What you should do: Where the word "roads" shows up in the entries below, please copy the whole line.

***** Supplied material *****

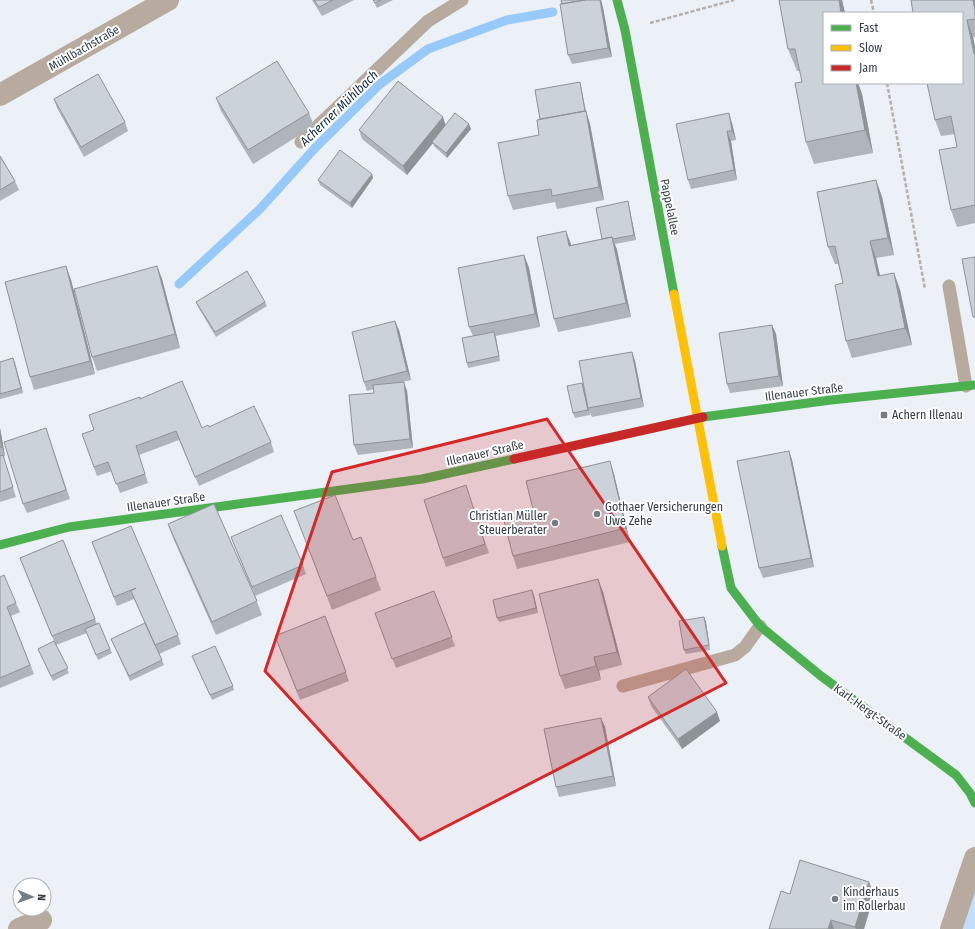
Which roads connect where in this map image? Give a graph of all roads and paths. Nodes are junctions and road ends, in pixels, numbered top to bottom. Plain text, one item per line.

*****
***** Supplied material *****

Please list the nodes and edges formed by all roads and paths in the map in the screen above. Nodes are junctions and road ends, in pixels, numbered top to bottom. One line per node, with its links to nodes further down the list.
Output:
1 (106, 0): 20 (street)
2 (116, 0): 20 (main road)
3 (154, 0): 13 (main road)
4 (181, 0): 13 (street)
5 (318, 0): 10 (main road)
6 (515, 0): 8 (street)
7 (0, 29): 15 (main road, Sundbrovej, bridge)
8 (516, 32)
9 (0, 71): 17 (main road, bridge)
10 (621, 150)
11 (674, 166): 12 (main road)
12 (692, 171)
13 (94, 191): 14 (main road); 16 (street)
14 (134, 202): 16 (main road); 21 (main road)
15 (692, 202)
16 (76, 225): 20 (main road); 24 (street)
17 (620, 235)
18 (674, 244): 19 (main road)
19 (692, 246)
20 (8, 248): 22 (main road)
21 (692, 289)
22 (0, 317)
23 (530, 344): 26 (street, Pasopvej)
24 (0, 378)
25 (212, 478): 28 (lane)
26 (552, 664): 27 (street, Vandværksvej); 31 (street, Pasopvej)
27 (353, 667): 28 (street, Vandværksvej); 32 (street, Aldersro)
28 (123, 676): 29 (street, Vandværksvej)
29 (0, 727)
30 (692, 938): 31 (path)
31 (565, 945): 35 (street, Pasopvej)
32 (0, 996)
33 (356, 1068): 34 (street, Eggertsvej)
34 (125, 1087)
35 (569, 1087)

*****

Answer box:
Which roads connect where in this map image? Give a graph of all roads and paths. Nodes are junctions and road ends, in pixels, numbered top to bottom. Plain text, one item per line.
Please list the nodes and edges formed by all roads and paths in the map in the screen above. Nodes are junctions and road ends, in pixels, numbered top to bottom. One line per node, with its links to nodes further down the list.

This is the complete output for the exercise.